Not unexpectedly, the change is being driven by younger men, but older men are changing pretty dramatically as well and are now actually more tolerant than women of the same age. Go figure.

But actually, the more I thought about it, the less shocking it seemed. When I came out to my parents, both pretty much held the same views about homosexuality, but my dad came around much more quickly than my mom.

Who knows why that was and you certainly can't generalize to the general public from my parents, but Blow did talk to a sociologist and a researcher who speculate on the various reasons for men's changing attitudes towards gays. These include the standard gay-rights mantra, the more of us who are out, the harder we are to discriminate against because folks actually know us, as well as the fact that men are becoming general more tolerant. 

Most interesting to me was the idea that it's also due partly to the fact that so many virulent homophobes have been outed as gay themselves and that being seen as anti-gay now means, as we've long said, "someone doth protest too much." Or as Blow says, "It’s like being anti-gay is becoming the old gay. Not cool."

Whatever the reason, Halle-fricking-leujah.

The second item was Deboarah Solomon's "Questions" column which this week featured writer Christopher Hitchens and included this exchange: 

Christopher Hitchens

What did you mean to suggest by including the detail about your long-ago flings with two men who became part of Margaret Thatcher’s administration?
There are still people who want to criminalize homosexuality one way or another, and I thought it might be useful if more heterosexual men admitted that they are a little bit gay, as is everyone, and that homosexuality is a form of love and not just sex.

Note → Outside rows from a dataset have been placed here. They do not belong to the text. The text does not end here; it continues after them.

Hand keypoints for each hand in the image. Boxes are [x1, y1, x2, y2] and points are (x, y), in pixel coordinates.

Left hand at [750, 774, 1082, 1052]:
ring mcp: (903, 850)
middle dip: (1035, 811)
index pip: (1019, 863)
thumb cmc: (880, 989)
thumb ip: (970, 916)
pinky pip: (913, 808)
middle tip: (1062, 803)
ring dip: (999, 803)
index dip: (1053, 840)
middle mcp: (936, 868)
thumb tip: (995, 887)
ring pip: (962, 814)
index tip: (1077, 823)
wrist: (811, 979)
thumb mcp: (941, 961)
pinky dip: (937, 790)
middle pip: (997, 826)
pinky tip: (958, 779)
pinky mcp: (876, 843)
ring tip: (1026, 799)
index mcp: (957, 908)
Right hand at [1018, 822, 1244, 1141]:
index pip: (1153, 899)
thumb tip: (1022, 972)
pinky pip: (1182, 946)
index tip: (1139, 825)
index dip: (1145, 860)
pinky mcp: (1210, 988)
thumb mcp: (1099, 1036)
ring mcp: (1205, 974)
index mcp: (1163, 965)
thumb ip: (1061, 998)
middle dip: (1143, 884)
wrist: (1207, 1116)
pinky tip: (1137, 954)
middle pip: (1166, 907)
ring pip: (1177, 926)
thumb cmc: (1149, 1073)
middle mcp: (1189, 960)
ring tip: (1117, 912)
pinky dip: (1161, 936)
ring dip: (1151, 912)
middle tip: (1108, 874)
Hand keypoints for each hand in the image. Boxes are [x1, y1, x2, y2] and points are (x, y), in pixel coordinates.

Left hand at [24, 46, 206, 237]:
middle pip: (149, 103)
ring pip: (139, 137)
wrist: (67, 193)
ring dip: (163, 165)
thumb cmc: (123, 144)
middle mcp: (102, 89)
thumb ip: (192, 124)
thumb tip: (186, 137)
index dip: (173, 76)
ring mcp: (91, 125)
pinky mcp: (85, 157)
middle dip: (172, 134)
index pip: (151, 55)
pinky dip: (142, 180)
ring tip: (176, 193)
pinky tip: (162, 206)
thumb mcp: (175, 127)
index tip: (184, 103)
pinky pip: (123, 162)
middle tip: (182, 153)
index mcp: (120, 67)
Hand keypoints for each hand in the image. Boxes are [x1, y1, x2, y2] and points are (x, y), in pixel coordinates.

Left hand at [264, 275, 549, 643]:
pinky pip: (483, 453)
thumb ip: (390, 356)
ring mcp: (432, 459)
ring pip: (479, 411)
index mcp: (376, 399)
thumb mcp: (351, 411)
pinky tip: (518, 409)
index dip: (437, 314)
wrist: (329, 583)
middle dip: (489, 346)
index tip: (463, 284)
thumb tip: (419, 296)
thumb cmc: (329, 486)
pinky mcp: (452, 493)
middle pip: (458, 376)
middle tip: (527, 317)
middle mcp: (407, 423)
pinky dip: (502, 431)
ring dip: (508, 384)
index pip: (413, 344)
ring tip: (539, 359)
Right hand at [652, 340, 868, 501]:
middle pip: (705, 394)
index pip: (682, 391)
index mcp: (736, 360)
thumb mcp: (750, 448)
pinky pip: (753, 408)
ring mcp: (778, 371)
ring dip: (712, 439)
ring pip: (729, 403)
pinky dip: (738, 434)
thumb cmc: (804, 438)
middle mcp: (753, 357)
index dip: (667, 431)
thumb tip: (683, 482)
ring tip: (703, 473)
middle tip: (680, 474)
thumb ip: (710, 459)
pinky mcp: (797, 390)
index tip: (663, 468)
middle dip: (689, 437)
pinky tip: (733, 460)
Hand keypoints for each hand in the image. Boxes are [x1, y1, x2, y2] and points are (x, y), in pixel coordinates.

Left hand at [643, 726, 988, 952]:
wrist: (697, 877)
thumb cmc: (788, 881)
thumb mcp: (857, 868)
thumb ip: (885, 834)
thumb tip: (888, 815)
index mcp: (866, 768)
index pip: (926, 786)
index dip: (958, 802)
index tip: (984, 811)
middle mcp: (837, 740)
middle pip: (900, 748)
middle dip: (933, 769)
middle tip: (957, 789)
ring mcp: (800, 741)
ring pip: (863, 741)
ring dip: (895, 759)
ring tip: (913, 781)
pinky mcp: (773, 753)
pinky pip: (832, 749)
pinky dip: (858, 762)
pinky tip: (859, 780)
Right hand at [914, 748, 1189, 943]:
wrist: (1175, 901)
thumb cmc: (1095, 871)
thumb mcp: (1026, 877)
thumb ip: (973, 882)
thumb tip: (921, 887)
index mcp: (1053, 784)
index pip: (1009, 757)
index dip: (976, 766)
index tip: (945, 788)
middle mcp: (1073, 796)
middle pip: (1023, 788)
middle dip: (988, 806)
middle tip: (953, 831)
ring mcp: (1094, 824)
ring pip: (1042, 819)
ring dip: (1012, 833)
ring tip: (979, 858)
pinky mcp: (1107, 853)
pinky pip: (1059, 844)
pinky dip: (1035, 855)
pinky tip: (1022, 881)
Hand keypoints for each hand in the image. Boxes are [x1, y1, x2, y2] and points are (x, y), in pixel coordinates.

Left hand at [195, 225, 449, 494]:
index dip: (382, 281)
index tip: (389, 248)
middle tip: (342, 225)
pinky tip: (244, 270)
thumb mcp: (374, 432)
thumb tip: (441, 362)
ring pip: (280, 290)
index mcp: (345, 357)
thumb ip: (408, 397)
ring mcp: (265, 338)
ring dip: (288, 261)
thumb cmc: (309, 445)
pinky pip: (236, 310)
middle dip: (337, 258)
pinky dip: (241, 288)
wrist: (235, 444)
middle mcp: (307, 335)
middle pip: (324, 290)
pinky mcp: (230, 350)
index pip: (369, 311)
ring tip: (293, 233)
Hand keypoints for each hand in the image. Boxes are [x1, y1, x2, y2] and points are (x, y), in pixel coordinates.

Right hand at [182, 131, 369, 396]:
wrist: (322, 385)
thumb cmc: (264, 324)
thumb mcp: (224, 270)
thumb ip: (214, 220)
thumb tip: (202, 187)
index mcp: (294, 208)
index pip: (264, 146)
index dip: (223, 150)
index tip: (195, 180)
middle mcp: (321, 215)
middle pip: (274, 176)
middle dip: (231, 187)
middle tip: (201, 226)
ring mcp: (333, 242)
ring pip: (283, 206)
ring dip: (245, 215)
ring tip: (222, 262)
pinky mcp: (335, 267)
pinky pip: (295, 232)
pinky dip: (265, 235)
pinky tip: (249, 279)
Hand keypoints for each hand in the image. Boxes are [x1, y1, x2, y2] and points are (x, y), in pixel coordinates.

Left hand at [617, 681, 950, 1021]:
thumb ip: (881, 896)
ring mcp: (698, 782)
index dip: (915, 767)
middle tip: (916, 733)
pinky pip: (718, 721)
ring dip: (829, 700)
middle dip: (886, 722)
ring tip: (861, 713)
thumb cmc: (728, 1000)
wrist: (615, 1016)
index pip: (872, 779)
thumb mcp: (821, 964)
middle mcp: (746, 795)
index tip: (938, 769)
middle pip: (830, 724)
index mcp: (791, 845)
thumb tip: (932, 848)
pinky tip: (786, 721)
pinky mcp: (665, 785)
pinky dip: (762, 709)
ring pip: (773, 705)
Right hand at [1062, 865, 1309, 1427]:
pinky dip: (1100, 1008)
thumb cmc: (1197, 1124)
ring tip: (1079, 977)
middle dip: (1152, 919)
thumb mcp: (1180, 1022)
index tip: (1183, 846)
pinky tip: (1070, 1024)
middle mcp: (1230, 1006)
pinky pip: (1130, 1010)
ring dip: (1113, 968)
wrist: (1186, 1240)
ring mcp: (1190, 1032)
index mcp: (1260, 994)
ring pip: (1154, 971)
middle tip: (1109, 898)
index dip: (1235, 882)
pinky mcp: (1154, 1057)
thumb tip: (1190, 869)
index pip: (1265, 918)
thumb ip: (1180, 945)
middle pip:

Not everyone is “a little bit gay,” as you say. Do you think your basic sexual confusion underlies your political confusions?
No, I wouldn’t call it confusion. I’d call it a punctuated consistency. I argue in the book that my principles were the same throughout.

Kudos to Hitchens for not being ashamed to discuss his past relationships with men and for trying to get those men with somewhat fluid sexualities to feel comfortable enough to discuss them (not to mention pointing out that gay isn't just sex, but love).

Indeed, that ties in nicely with a quote from Professor Ritch Savins-Williams who told Blow that in his research on human sexuality, the fastest growing group of men on the sexuality continuum are those who call themselves "mostly straight." 

I guess that makes me "mostly gay" if we're all going to be exact. And we definitely should be.

But what was with Solomon's comment about Hitchen's being "sexually confused?" It's fine if she doesn't think that everyone is "a little bit gay," but to say Hitchen's doesn't know his own sexuality and is confused because he had relationships with two men seems to discount the fact that tens of millions of people don't identify as either gay or straight and have had relations with the same-sex.

Perhaps someone is letting their own biases show through.